OLTPの高速処理・大容量のニーズに応える新機能

 HP Smartキャッシュは、データのアクセス傾向を自動分析し、アクセス頻度の高いデータ(ホットデータ)をSSDなどの高速デバイスにキャッシングする機能だ。HP ProLiant Gen8を中心に推進している“自働化”技術の最新機能となる。

 同機能は、HP Smartアレイコントローラーにキャッシュロジックをファームウェアとして実装・拡張したもので、内蔵ディスクやDAS、SANなど、各種データ保存領域内のデータを適切に自動配置する。1サーバーに対して、SSDを最大32本までキャッシュ領域として割り当て可能だ。1サーバーライセンスで3万425円(税込)と低価格なのも、大きな特徴といえる。

HP Smartキャッシュの概要

 同機能は、OLTP(オンライントランザクション処理)で求められるI/O性能と容量の課題を解決する。日本HP インダストリスタンダードサーバー・ネットワーク製品本部 本部長 宮本義敬氏は、現在ビッグデータ活用の増加やサービスプロバイダーによるI/O性能の強化に伴い、フラッシュデバイスの利用が拡大していると言う。しかし、フラッシュデバイスは高額で、高速処理に加えて将来的な保存領域の増加が見込まれるOLTPのような分野では、投資負担が大きすぎる。しかし、低価格化した大容量ディスクを随時追加するアプローチでは、十分な性能を得るのが難しい。「いずれにも対応可能な、隙間を埋める機能としてHP Smartキャッシュを開発した」(宮本氏)。

日本HP エンタープライズインフラストラクチャー事業統括 サーバー・ネットワーク製品統括本部 インダストリスタンダードサーバー・ネットワーク製品本部 本部長 宮本義敬氏

 アクセス傾向の自動分析は、独自開発のアルゴリズム「HP Smart Algorithm」が担当する。特筆すべきは、データへのアクセス頻度を見る以外にも、データ間の関連性も加味してキャッシングする点。「データベースやWebサーバーでのアクセス傾向を参考に、このデータへのアクセスがあれば関連データにもアクセスがあるかもしれないと自働判断し、キャッシングする。これによって、より効果的にアクセスを高速化ができる」と、日本HP インダストリスタンダードサーバー製品企画部 部長 中井大士氏は説明する。

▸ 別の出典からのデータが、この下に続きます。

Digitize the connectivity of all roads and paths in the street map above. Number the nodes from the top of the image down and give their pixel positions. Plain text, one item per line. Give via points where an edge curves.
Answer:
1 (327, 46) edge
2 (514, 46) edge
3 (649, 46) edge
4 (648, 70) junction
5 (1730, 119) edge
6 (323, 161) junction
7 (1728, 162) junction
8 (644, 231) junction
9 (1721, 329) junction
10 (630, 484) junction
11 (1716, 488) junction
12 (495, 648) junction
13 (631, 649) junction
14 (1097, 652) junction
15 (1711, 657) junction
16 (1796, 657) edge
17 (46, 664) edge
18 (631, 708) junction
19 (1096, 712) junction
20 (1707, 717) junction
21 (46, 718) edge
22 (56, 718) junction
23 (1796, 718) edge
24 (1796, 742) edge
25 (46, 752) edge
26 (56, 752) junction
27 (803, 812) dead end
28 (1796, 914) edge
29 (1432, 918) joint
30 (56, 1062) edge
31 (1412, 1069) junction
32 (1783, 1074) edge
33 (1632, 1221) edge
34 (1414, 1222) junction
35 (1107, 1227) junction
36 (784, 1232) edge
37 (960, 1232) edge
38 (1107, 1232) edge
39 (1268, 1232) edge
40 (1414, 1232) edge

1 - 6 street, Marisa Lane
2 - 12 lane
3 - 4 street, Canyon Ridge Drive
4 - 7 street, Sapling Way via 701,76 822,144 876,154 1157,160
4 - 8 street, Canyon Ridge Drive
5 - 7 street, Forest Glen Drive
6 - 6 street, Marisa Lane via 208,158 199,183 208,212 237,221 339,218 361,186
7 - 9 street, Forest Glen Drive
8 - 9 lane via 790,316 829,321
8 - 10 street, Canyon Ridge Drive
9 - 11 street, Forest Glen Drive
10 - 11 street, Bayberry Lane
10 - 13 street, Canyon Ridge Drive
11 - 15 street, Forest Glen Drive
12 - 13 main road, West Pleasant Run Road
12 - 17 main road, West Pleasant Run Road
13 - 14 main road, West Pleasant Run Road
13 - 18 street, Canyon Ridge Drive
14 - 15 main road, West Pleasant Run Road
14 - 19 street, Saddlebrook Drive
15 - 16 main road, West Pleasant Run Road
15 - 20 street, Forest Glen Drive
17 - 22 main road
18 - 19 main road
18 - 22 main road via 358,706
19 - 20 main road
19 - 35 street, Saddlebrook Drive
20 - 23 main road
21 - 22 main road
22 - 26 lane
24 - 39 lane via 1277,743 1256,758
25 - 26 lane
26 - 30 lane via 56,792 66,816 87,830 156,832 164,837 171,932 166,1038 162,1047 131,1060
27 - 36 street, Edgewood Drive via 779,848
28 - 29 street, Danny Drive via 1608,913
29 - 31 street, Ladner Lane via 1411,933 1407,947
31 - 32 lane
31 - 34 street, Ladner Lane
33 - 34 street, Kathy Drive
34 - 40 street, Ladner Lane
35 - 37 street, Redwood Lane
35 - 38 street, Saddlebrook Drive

日本HP インダストリスタンダードサーバー・ネットワーク製品本部 インダストリスタンダードサーバー製品企画部 部長 中井大士氏

データキャッシングソリューションを幅広い展開

 HP Smartキャッシュを採用することで、投資対効果は飛躍的に向上する。同社では、300GB 10K SAS HDD×12基のデータベースと、キャッシュ用の100GB SATA MLC 6G SSD×1基の構成で、オンライントランザクション処理(OLTP)をシミュレーションした。OLTPは、株式仲介業者が金融市場とやりとりしつつ、顧客からの取引要求を処理し、関連情報を更新するという、その結果、性能は3.5倍に向上。「DB領域をすべてSSDにすれば約4倍の性能アップが可能だが、約81%の追加投資が必要になる」(中井氏)。

HP Smartキャッシュを活用した場合の、OLTPにおけるシミュレーション結果

 今回の新機能を皮切りに、同社ではデータキャッシングソリューションの幅広い展開を開始する。中井氏は、2013年後半にはキャッシュにPCI直結のフラッシュストレージを導入したうえ、ソフトウェアベースのDASソリューションをリリースすると述べた。さらに、大規模な仮想化やデータベース統合のニーズに備え、SAN連携で内蔵SSDやPCI直結フラッシュストレージをキャッシュに利用するほか、ソフトウェアベースのSANソリューションも投入する予定という。